#### TASK REQUIREMENTS
Please repeat exactly the lines below from the one containing "wrist: (441, 510)" down to the one containing "ring pip: (412, 271)", both included, and nothing else.
MATERIAL FOR THIS EXERCISE Block Start
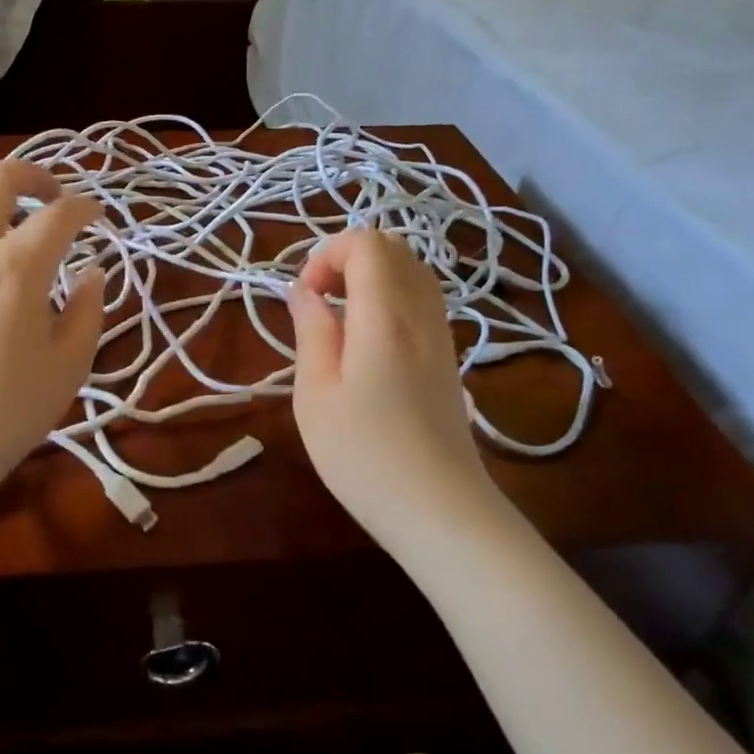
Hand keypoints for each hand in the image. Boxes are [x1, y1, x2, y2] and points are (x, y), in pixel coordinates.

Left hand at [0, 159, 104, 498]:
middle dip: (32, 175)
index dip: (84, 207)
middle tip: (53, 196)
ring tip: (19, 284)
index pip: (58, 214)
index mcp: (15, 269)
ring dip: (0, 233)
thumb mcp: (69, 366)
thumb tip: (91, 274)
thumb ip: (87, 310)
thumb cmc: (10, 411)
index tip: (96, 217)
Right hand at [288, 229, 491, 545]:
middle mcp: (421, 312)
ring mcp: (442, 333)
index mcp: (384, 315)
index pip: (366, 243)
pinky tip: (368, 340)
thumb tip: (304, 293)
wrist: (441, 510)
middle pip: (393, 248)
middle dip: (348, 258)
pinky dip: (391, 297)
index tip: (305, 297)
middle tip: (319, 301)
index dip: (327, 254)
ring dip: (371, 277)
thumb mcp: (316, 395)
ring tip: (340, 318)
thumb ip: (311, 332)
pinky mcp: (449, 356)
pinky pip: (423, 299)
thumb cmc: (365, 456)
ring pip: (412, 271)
MATERIAL FOR THIS EXERCISE Block End
MATERIAL FOR THIS EXERCISE Block Start
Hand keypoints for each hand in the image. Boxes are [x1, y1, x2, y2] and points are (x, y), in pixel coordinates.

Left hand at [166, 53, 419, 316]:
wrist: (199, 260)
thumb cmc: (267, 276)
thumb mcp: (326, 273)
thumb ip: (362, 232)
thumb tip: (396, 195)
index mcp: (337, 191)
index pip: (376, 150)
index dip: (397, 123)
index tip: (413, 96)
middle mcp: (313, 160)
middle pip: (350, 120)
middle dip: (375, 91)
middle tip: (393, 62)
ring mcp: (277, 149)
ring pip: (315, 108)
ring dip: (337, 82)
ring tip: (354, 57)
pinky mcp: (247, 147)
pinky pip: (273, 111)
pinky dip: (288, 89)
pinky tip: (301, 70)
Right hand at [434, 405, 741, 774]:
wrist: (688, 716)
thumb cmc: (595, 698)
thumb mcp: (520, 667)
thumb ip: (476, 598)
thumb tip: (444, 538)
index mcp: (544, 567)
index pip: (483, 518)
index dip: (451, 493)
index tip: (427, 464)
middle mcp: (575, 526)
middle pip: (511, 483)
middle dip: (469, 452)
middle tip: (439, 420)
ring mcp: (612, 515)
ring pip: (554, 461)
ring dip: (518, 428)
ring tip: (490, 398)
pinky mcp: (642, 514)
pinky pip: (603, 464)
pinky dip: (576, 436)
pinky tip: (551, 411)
MATERIAL FOR THIS EXERCISE Block End
#### RESPONSE FOR THIS EXERCISE
wrist: (441, 510)
middle pip: (393, 248)
middle dip: (348, 258)
pinky dip: (391, 297)
index tip: (305, 297)
middle tip: (319, 301)
index dip: (327, 254)
ring dip: (371, 277)
thumb mcp: (316, 395)
ring tip: (340, 318)
thumb ip: (311, 332)
pinky mcp: (449, 356)
pinky pip: (423, 299)
thumb cmc: (365, 456)
ring pip: (412, 271)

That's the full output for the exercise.